(Dataset entries)
- Opening Delimiter -

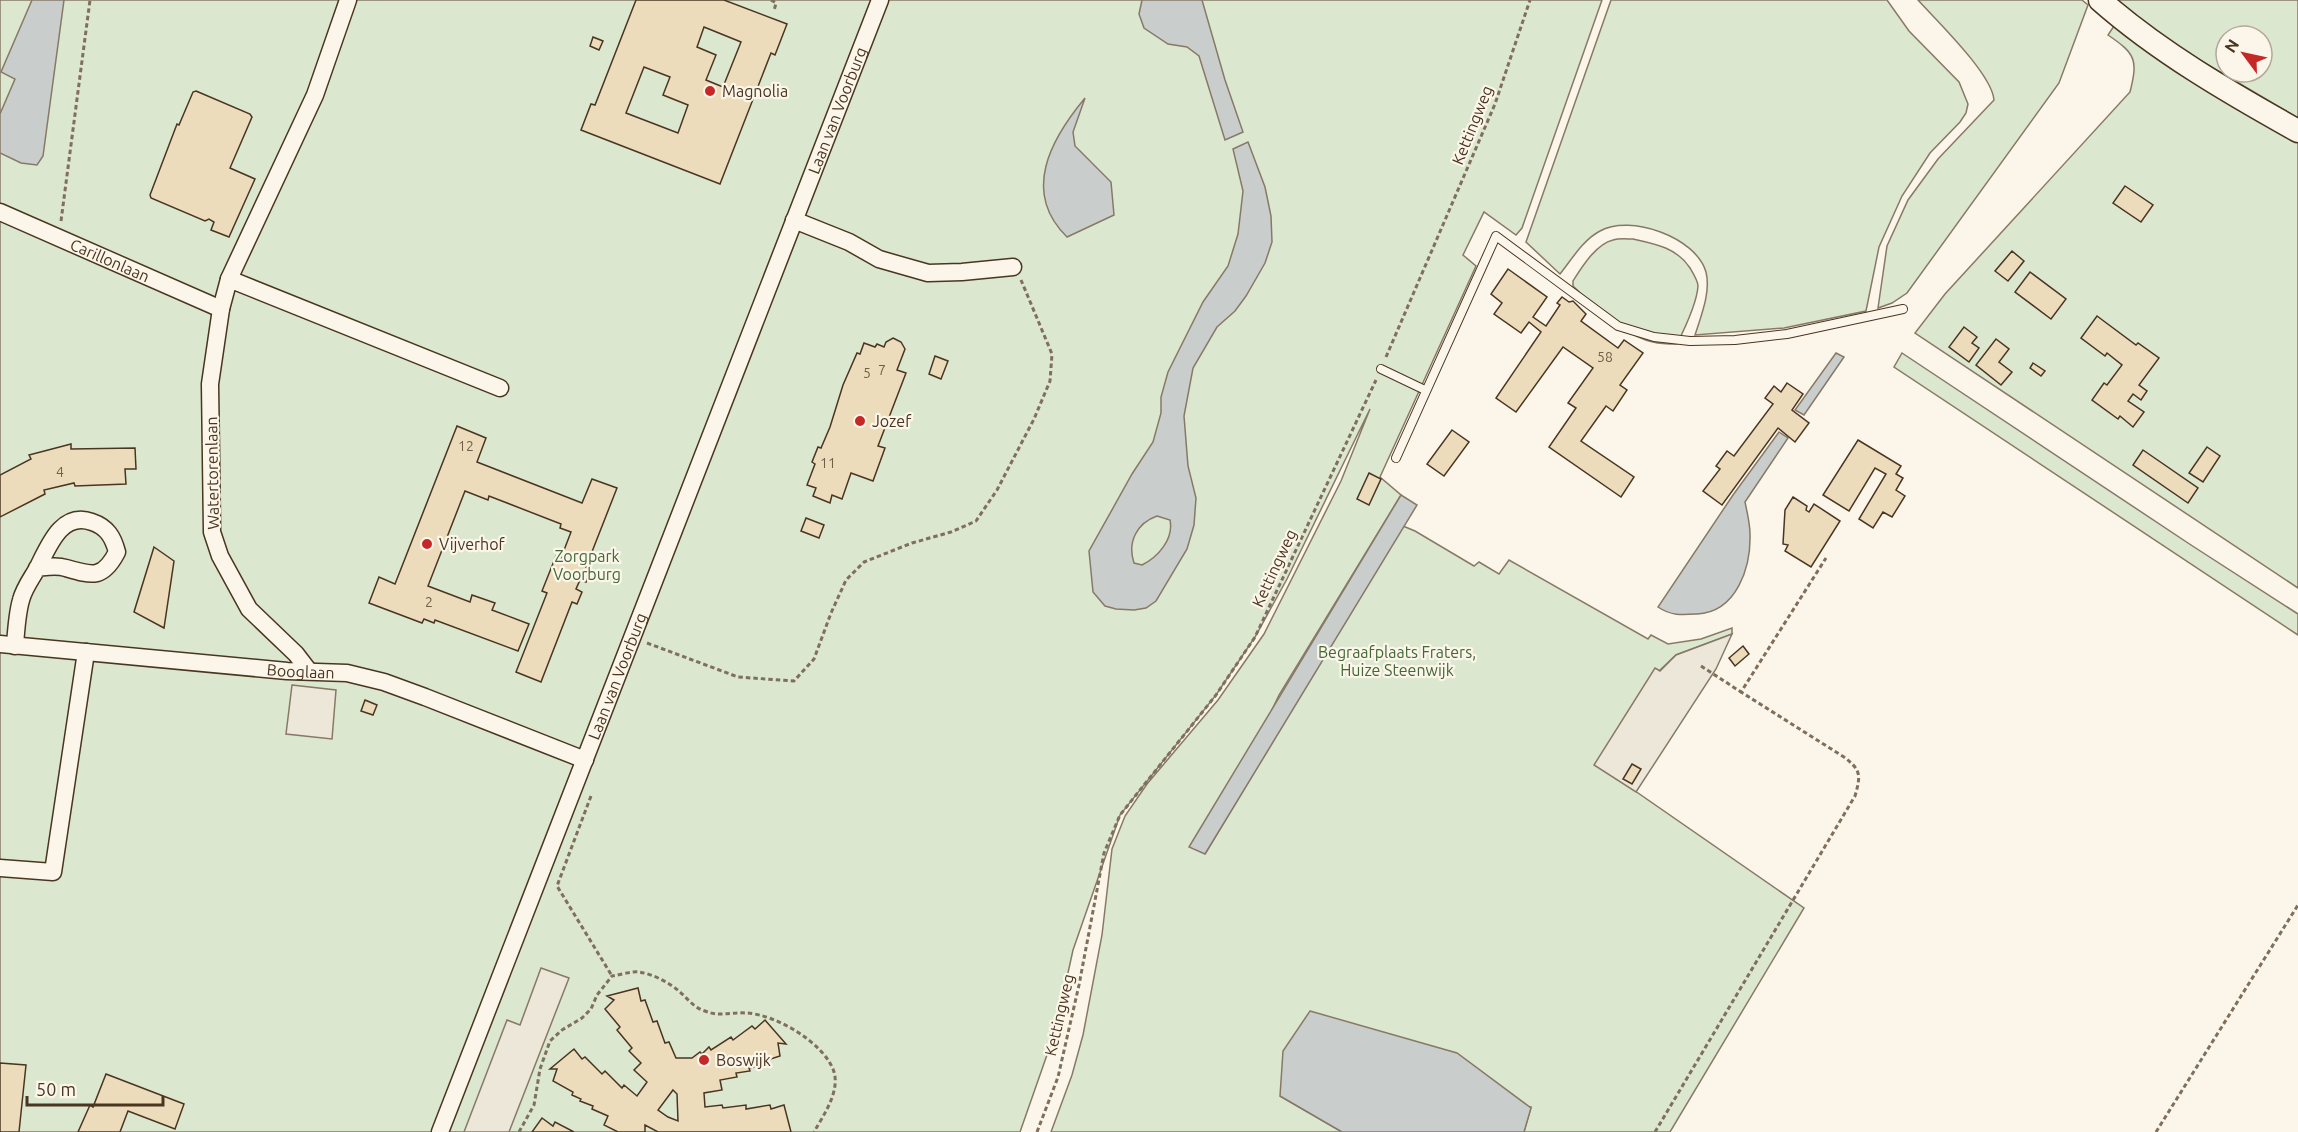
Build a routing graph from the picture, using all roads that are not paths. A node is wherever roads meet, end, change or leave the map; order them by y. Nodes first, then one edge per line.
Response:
1 (348, 0) edge
2 (880, 0) edge
3 (2100, 0) edge
4 (2298, 131) edge
5 (0, 212) edge
6 (794, 220) junction
7 (1013, 267) road end
8 (229, 279) junction
9 (221, 309) junction
10 (1903, 309) dead end
11 (1381, 369) road end
12 (500, 388) dead end
13 (1425, 390) junction
14 (1396, 458) dead end
15 (37, 568) junction
16 (7, 645) edge
17 (86, 652) junction
18 (309, 671) junction
19 (585, 760) junction
20 (0, 868) edge
21 (440, 1132) edge

1 - 8 street, Watertorenlaan
2 - 6 street, Laan van Voorburg
3 - 4 street
5 - 9 street, Carillonlaan
6 - 7 street
6 - 19 street, Laan van Voorburg
8 - 9 street, Watertorenlaan
8 - 12 street
9 - 18 street, Watertorenlaan
10 - 13 lane
11 - 13 lane
13 - 14 lane
15 - 15 street
15 - 16 street
16 - 17 street, Booglaan
17 - 18 street, Booglaan
17 - 20 street
18 - 19 street, Booglaan
19 - 21 street, Laan van Voorburg

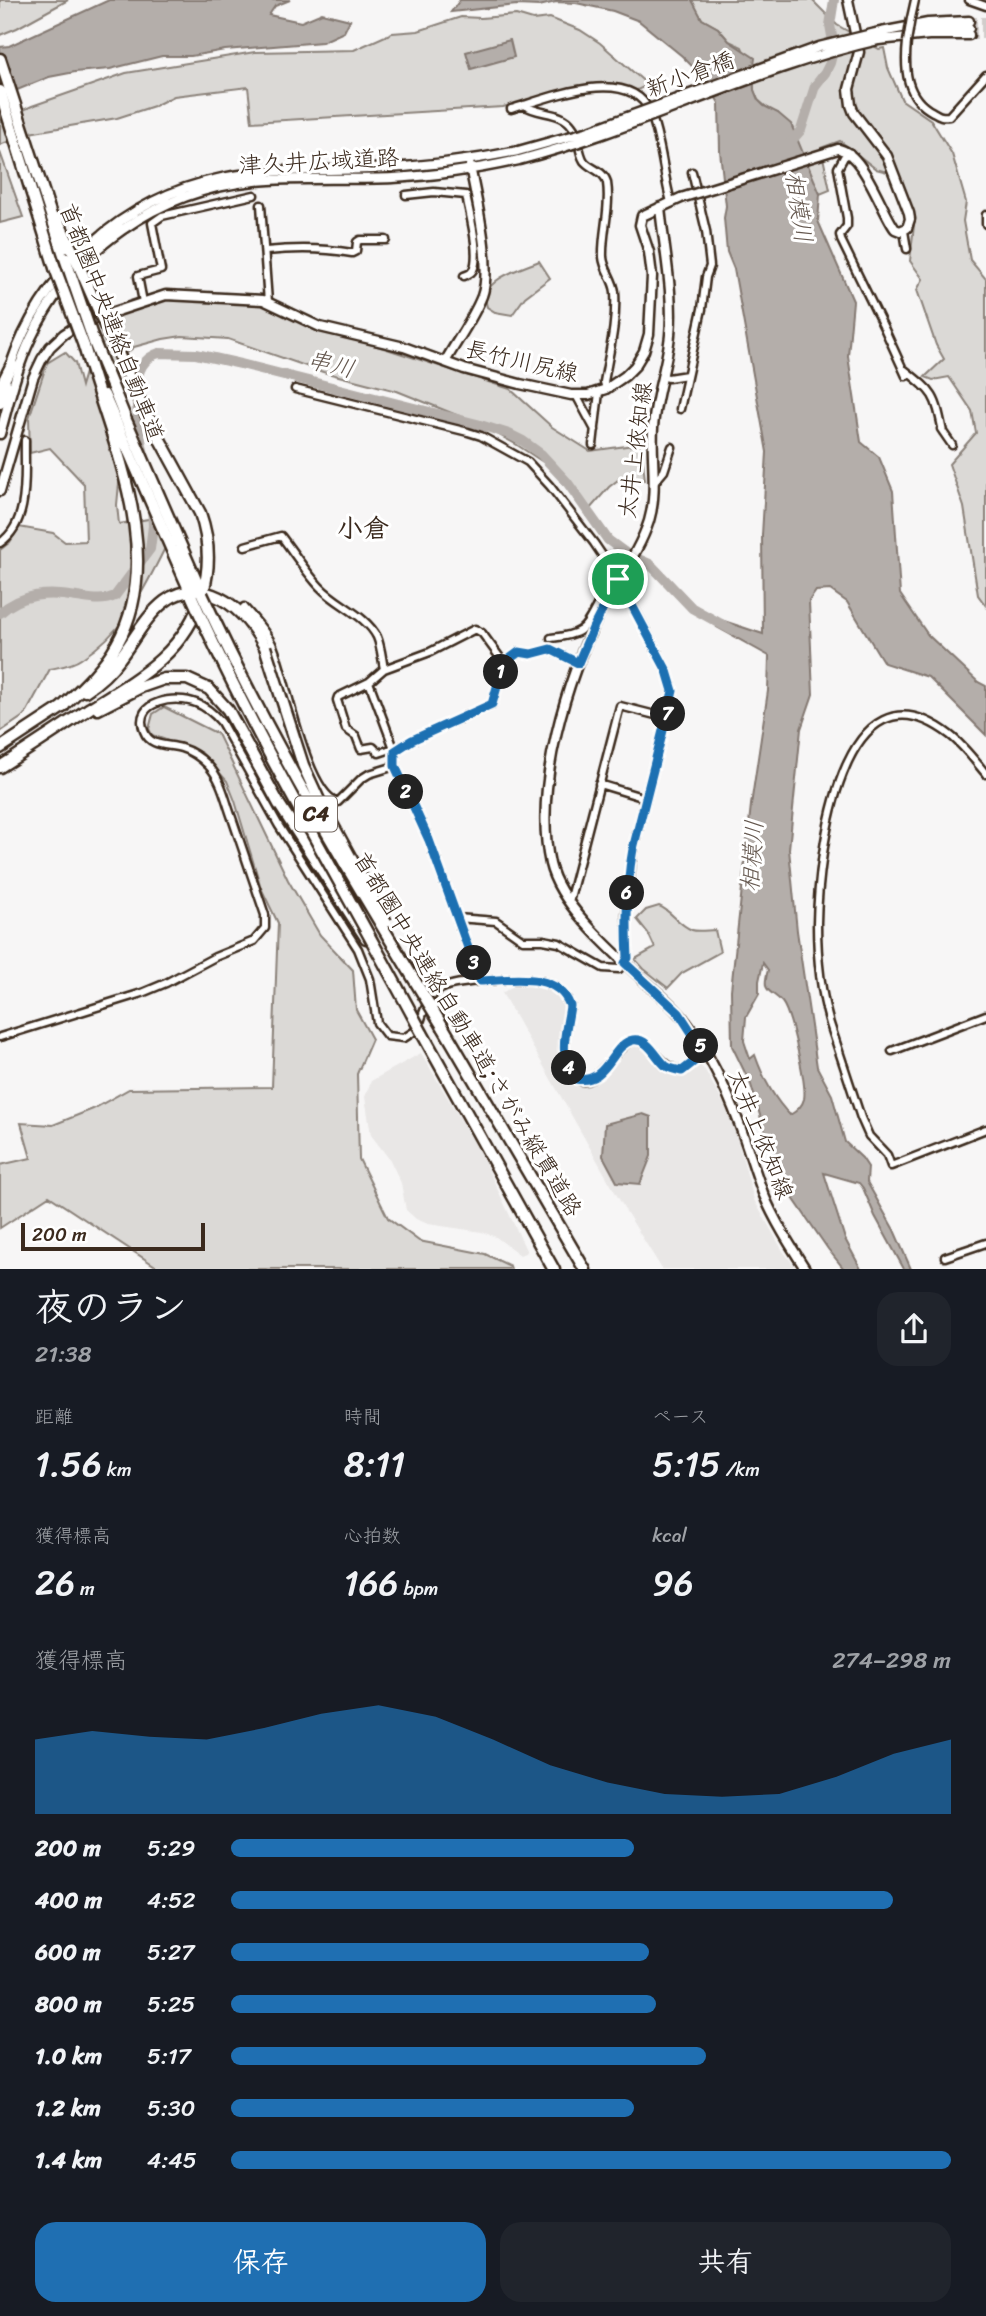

- Closing Delimiter -

■ **Task prompt**: Down to the last line, set down the data above exactly, and omit all images.

■ **Written response**:
Build a routing graph from the picture, using all roads that are not paths. A node is wherever roads meet, end, change or leave the map; order them by y. Nodes first, then one edge per line.
Response:
1 (348, 0) edge
2 (880, 0) edge
3 (2100, 0) edge
4 (2298, 131) edge
5 (0, 212) edge
6 (794, 220) junction
7 (1013, 267) road end
8 (229, 279) junction
9 (221, 309) junction
10 (1903, 309) dead end
11 (1381, 369) road end
12 (500, 388) dead end
13 (1425, 390) junction
14 (1396, 458) dead end
15 (37, 568) junction
16 (7, 645) edge
17 (86, 652) junction
18 (309, 671) junction
19 (585, 760) junction
20 (0, 868) edge
21 (440, 1132) edge

1 - 8 street, Watertorenlaan
2 - 6 street, Laan van Voorburg
3 - 4 street
5 - 9 street, Carillonlaan
6 - 7 street
6 - 19 street, Laan van Voorburg
8 - 9 street, Watertorenlaan
8 - 12 street
9 - 18 street, Watertorenlaan
10 - 13 lane
11 - 13 lane
13 - 14 lane
15 - 15 street
15 - 16 street
16 - 17 street, Booglaan
17 - 18 street, Booglaan
17 - 20 street
18 - 19 street, Booglaan
19 - 21 street, Laan van Voorburg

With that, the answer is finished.